[Collected data entries]
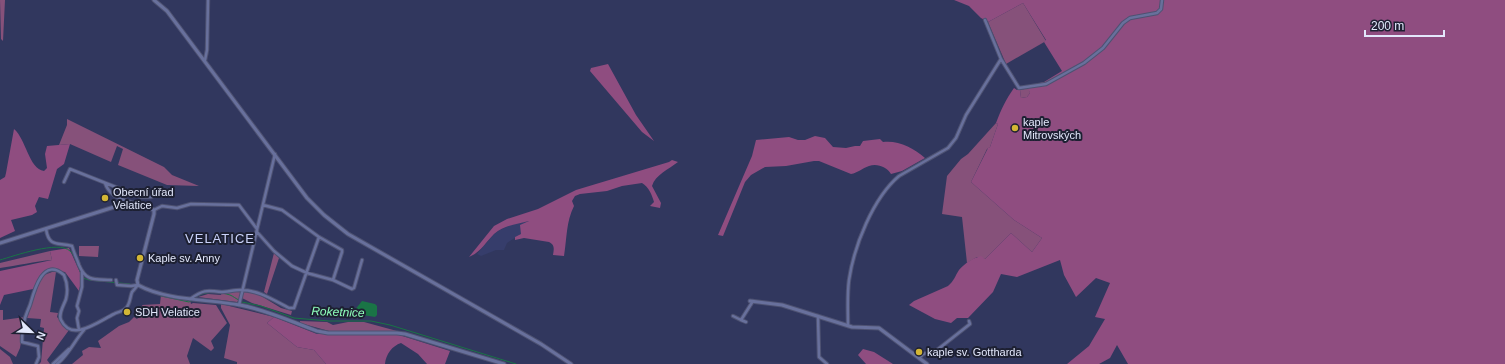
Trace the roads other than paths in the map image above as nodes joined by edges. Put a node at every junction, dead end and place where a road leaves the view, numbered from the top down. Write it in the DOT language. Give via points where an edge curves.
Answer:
graph roads {
  1 [pos="154,0"];
  2 [pos="208,0"];
  3 [pos="1162,0"];
  4 [pos="986,20"];
  5 [pos="1001,59"];
  6 [pos="205,60"];
  7 [pos="275,154"];
  8 [pos="64,182"];
  9 [pos="105,183"];
  10 [pos="158,193"];
  11 [pos="130,202"];
  12 [pos="262,205"];
  13 [pos="154,210"];
  14 [pos="46,229"];
  15 [pos="257,229"];
  16 [pos="320,237"];
  17 [pos="0,243"];
  18 [pos="362,260"];
  19 [pos="306,272"];
  20 [pos="82,275"];
  21 [pos="111,280"];
  22 [pos="333,280"];
  23 [pos="116,282"];
  24 [pos="138,285"];
  25 [pos="243,290"];
  26 [pos="193,299"];
  27 [pos="752,301"];
  28 [pos="240,303"];
  29 [pos="733,316"];
  30 [pos="818,316"];
  31 [pos="742,320"];
  32 [pos="969,321"];
  33 [pos="746,322"];
  34 [pos="848,326"];
  35 [pos="85,329"];
  36 [pos="79,330"];
  37 [pos="70,349"];
  38 [pos="919,358"];
  39 [pos="36,364"];
  40 [pos="53,364"];
  41 [pos="57,364"];
  42 [pos="504,364"];
  43 [pos="571,364"];
  44 [pos="826,364"];
  45 [pos="927,364"];
  1 -- 6 [label="street" via="167,10"];
  2 -- 6 [label="street"];
  3 -- 5 [label="street" via="1161,9 1157,14 1130,18 1103,48 1084,63 1046,84 1019,88"];
  4 -- 5 [label="street"];
  5 -- 34 [label="street" via="948,148 892,182 868,218 851,268"];
  6 -- 7 [label="street"];
  7 -- 12 [label="street"];
  7 -- 43 [label="street" via="307,198 344,231 541,344"];
  8 -- 9 [label="street" via="70,169"];
  9 -- 10 [label="street" via="141,197 151,197"];
  9 -- 11 [label="street" via="114,196"];
  11 -- 13 [label="street"];
  11 -- 14 [label="street"];
  12 -- 15 [label="street"];
  12 -- 16 [label="street" via="282,210"];
  13 -- 15 [label="street" via="162,206 177,208 191,204 239,205"];
  13 -- 24 [label="street" via="137,280"];
  14 -- 17 [label="street"];
  14 -- 20 [label="street" via="48,239 54,244 72,246"];
  15 -- 19 [label="street" via="281,258"];
  15 -- 25 [label="street"];
  16 -- 19 [label="street"];
  16 -- 22 [label="street" via="342,250"];
  18 -- 22 [label="street" via="352,290"];
  19 -- 22 [label="street"];
  19 -- 25 [label="street" via="295,306 292,308 263,294"];
  20 -- 21 [label="street" via="90,279"];
  20 -- 36 [label="street" via="77,306"];
  23 -- 24 [label="street" via="117,285"];
  24 -- 26 [label="street" via="154,292"];
  24 -- 35 [label="street" via="132,292 125,310"];
  25 -- 26 [label="street" via="201,291"];
  25 -- 28 [label="street"];
  26 -- 28 [label="street"];
  27 -- 30 [label="street" via="782,305"];
  27 -- 31 [label="street"];
  28 -- 42 [label="street" via="316,331 397,333"];
  29 -- 31 [label="street"];
  30 -- 34 [label="street"];
  30 -- 44 [label="street" via="819,357"];
  31 -- 33 [label="street"];
  32 -- 38 [label="street" via="970,324 936,350"];
  34 -- 38 [label="street" via="879,328"];
  35 -- 36 [label="street"];
  35 -- 37 [label="street"];
  36 -- 39 [label="street" via="70,330 60,319 66,295 67,284 64,275 55,270 46,272 39,279 22,328 22,342 38,346 39,357"];
  37 -- 40 [label="street"];
  37 -- 41 [label="street"];
  38 -- 45 [label="street"];
}
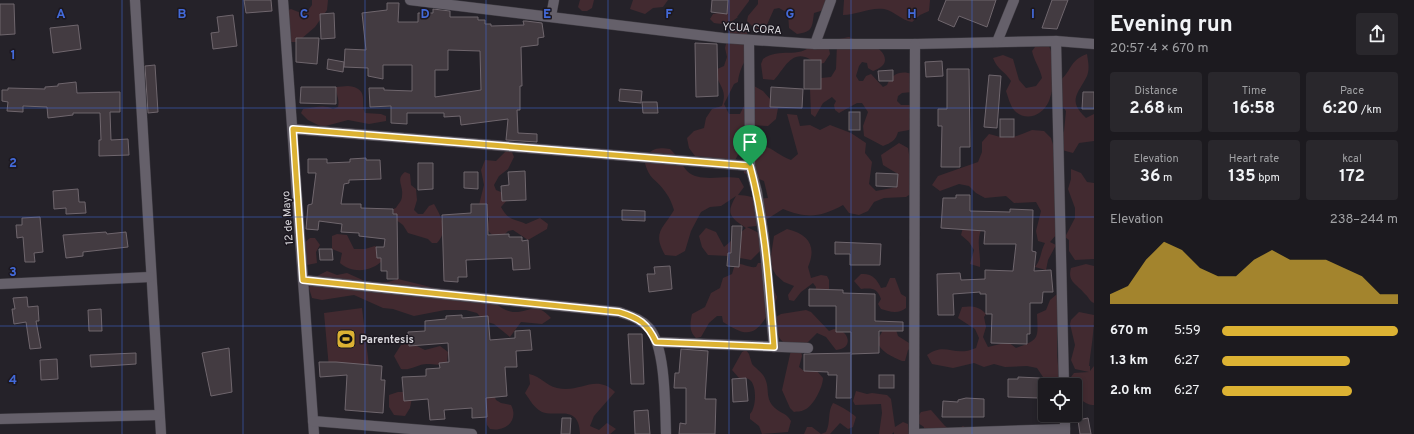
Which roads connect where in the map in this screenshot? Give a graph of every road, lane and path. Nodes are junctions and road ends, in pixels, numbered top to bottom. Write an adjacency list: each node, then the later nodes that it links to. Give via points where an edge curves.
1 (134, 0): 16 (street)
2 (283, 0): 14 (street, 12 de Mayo)
3 (410, 0): 7 (street, YCUA CORA)
4 (554, 0): 7 (street)
5 (830, 0): 11 (street)
6 (1014, 0): 10 (street)
7 (550, 16): 8 (street, YCUA CORA)
8 (749, 40): 11 (street, YCUA CORA); 15 (street)
9 (1056, 41): 10 (street, YCUA CORA); 13 (street, YCUA CORA); 22 (street)
10 (998, 42): 12 (street, YCUA CORA)
11 (814, 44): 12 (street, YCUA CORA)
12 (915, 44): 31 (street)
13 (1094, 44)
14 (293, 129): 15 (street); 17 (street, 12 de Mayo)
15 (750, 166): 20 (street, via 764,238)
16 (150, 277): 18 (street); 23 (street)
17 (303, 280): 19 (street, via 619,312 637,318 650,328); 25 (street, 12 de Mayo)
18 (0, 284)
19 (656, 342): 20 (street); 30 (street, via 663,374)
20 (774, 347): 21 (street)
21 (808, 348)
22 (1064, 378)
23 (159, 415): 24 (street); 27 (street)
24 (0, 419)
25 (313, 421): 28 (street, 12 de Mayo); 29 (street)
26 (1065, 432): 31 (street)
27 (161, 434)
28 (314, 434)
29 (472, 434)
30 (666, 434)
31 (914, 434)

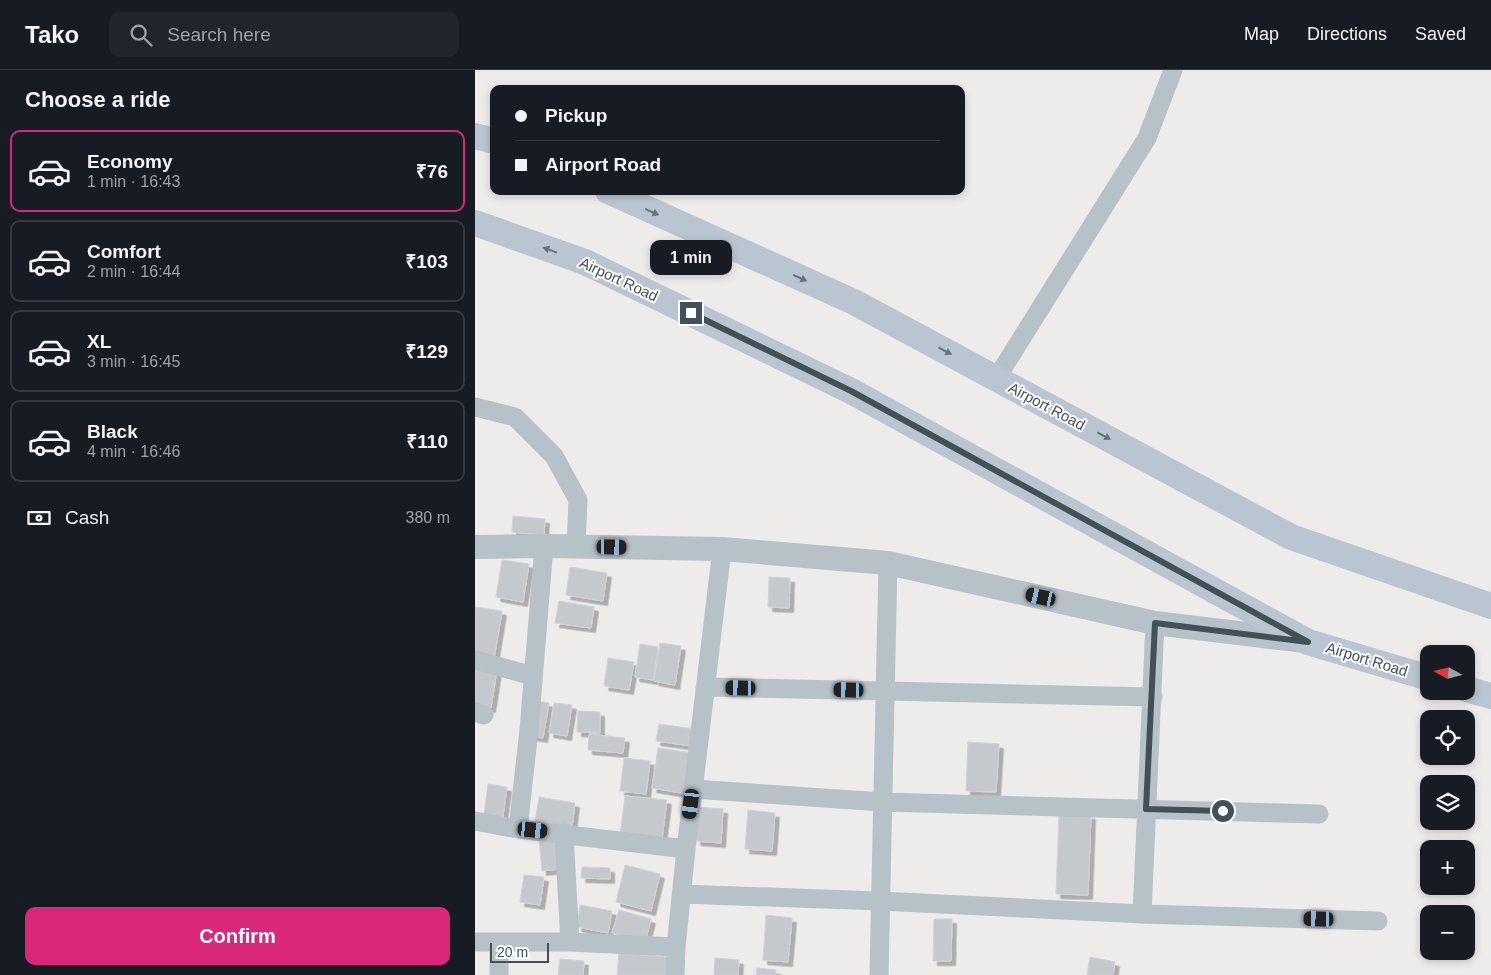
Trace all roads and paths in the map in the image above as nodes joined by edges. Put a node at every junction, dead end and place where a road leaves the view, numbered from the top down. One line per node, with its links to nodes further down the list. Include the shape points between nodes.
1 (1173, 70): 6 (street, via 1147,138)
2 (475, 136): 3 (main road)
3 (490, 140)
4 (617, 195): 6 (main road, Airport Road, one-way to 6, via 854,302)
5 (475, 223): 15 (main road, Airport Road, one-way to 5, via 851,391 585,262)
6 (996, 379): 13 (main road, Airport Road, one-way to 13, via 1291,537)
7 (475, 407): 9 (street, via 515,418 554,456 577,500)
8 (544, 546): 9 (street); 10 (street); 18 (street)
9 (576, 546): 11 (street)
10 (475, 547)
11 (722, 549): 12 (street); 19 (street)
12 (888, 563): 14 (street); 20 (street)
13 (1491, 606)
14 (1155, 623): 15 (street); 23 (street)
15 (1308, 642): 17 (main road, Airport Road)
16 (475, 660): 18 (street)
17 (1420, 675)
18 (533, 676): 29 (street)
19 (705, 687): 20 (street); 24 (street)
20 (885, 691): 23 (street); 25 (street)
21 (1475, 692): 22 (main road)
22 (1491, 696)
23 (1153, 697): 26 (street)
24 (693, 789): 25 (street); 31 (street)
25 (882, 802): 26 (street); 33 (street)
26 (1146, 809): 27 (street); 34 (street)
27 (1319, 814)
28 (475, 821): 29 (street)
29 (518, 829): 30 (street)
30 (564, 833): 31 (street); 38 (street)
31 (686, 849): 32 (street)
32 (682, 894): 33 (street); 39 (street)
33 (880, 901): 34 (street); 42 (street)
34 (1142, 914): 35 (street)
35 (1378, 921)
36 (475, 942): 37 (street)
37 (499, 942): 38 (street); 40 (street)
38 (570, 942): 39 (street)
39 (676, 947): 41 (street)
40 (499, 975)
41 (675, 975)
42 (879, 975)

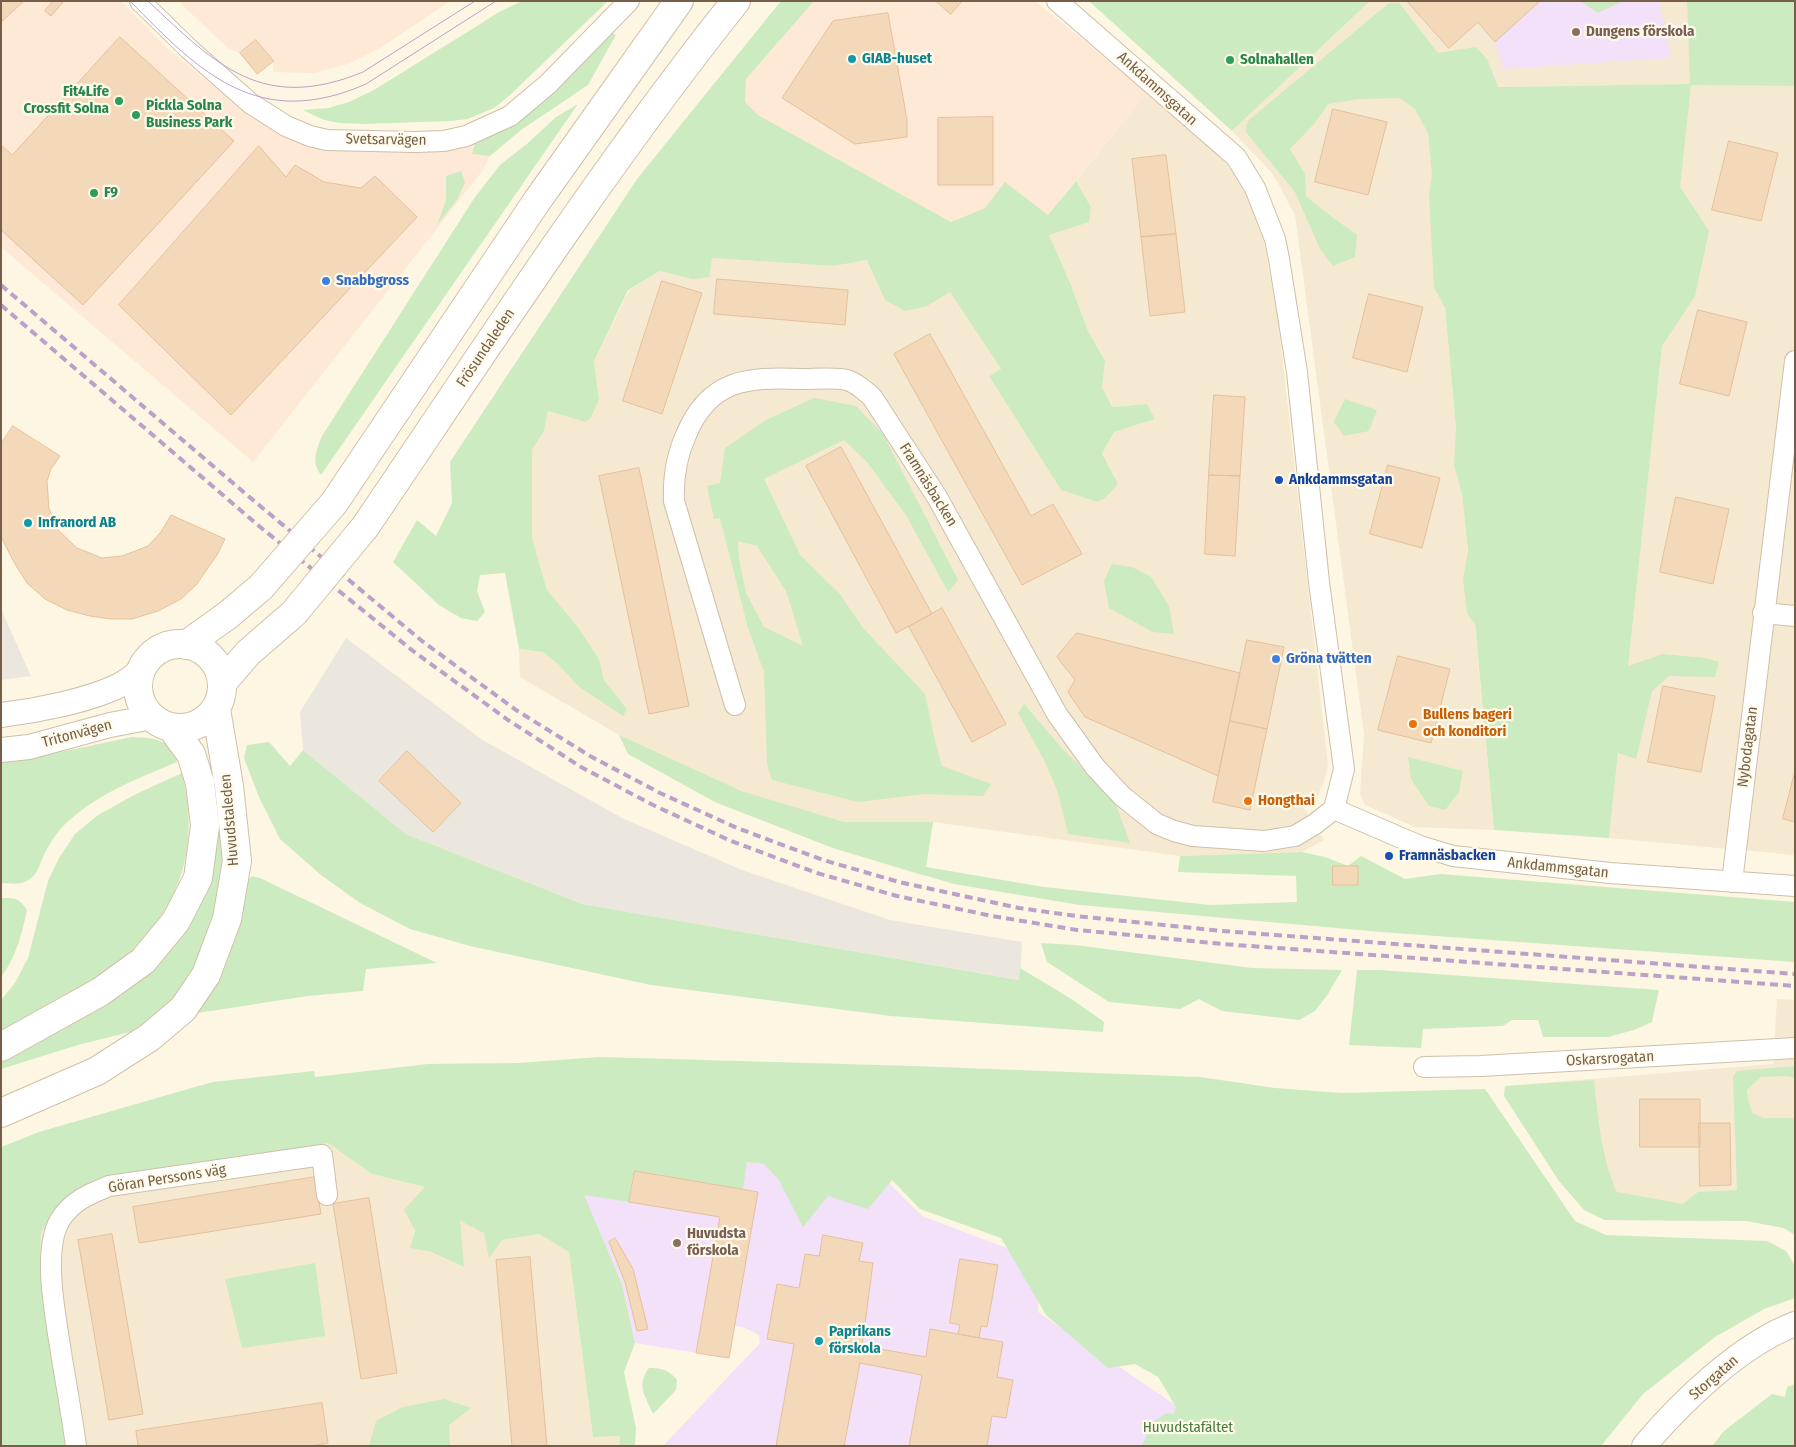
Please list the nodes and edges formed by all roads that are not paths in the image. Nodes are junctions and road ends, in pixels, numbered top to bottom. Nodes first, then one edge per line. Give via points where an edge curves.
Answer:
1 (140, 1) edge
2 (629, 1) edge
3 (679, 1) edge
4 (736, 1) edge
5 (1058, 1) edge
6 (1795, 361) edge
7 (1763, 613) junction
8 (1795, 616) edge
9 (186, 645) junction
10 (141, 671) junction
11 (222, 683) junction
12 (735, 705) dead end
13 (216, 709) junction
14 (1, 715) edge
15 (162, 722) junction
16 (1, 750) edge
17 (1334, 809) junction
18 (1732, 882) junction
19 (1795, 886) edge
20 (1, 1048) edge
21 (1795, 1048) edge
22 (1424, 1067) dead end
23 (1, 1112) edge
24 (327, 1195) dead end
25 (1795, 1324) edge
26 (76, 1446) edge
27 (1644, 1446) edge

1 - 2 street, Svetsarvägen via 250,103 294,129 327,140 415,142 466,136 510,116 548,84
3 - 9 main road, bridge via 537,201 334,503 261,587 228,616
4 - 11 main road, Frösundaleden, bridge via 645,120 562,237 365,527 294,613 248,653
5 - 17 street, Ankdammsgatan via 1236,157 1255,188 1272,231 1280,259 1297,372 1319,582 1344,769
6 - 7 street, Nybodagatan
7 - 8 street
7 - 18 street, Nybodagatan
9 - 10 main road via 172,645 159,650
9 - 11 main road via 200,649 211,658 219,669
10 - 14 street via 118,686 91,696 23,713
10 - 15 main road via 138,685 144,708
11 - 13 main road
12 - 17 street, Framnäsbacken via 674,502 673,480 683,441 693,418 704,404 728,387 747,380 770,378 847,380 872,397 937,497 1057,714 1095,767 1122,796 1157,824 1174,831 1192,836 1264,841 1296,836
13 - 15 main road via 195,725 182,728
13 - 23 main road, Huvudstaleden via 229,786 236,861 227,919 206,975 183,1009 150,1038 98,1071
15 - 16 street, Tritonvägen via 110,725 28,747
15 - 20 main road, Huvudstaleden via 191,754 200,783 204,826 198,878 176,921 143,961 100,992
17 - 18 street, Ankdammsgatan via 1420,846 1453,856
18 - 19 street, Ankdammsgatan
21 - 22 street, Oskarsrogatan
24 - 26 street, Göran Perssons väg via 322,1155 109,1186 88,1194 71,1206 60,1221 52,1241 51,1263 53,1299
25 - 27 street, Storgatan via 1782,1328 1726,1364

**Goal of the exercise**
Go through the data and copy every line that includes "ends".

**Result below**
Which roads connect where in the map in this screenshot? Give a graph of every road, lane and path. Nodes are junctions and road ends, in pixels, numbered top to bottom. Write an adjacency list: each node, then the later nodes that it links to. Give via points where an edge curves.
Please list the nodes and edges formed by all roads that are not paths in the image. Nodes are junctions and road ends, in pixels, numbered top to bottom. Nodes first, then one edge per line. Give via points where an edge curves.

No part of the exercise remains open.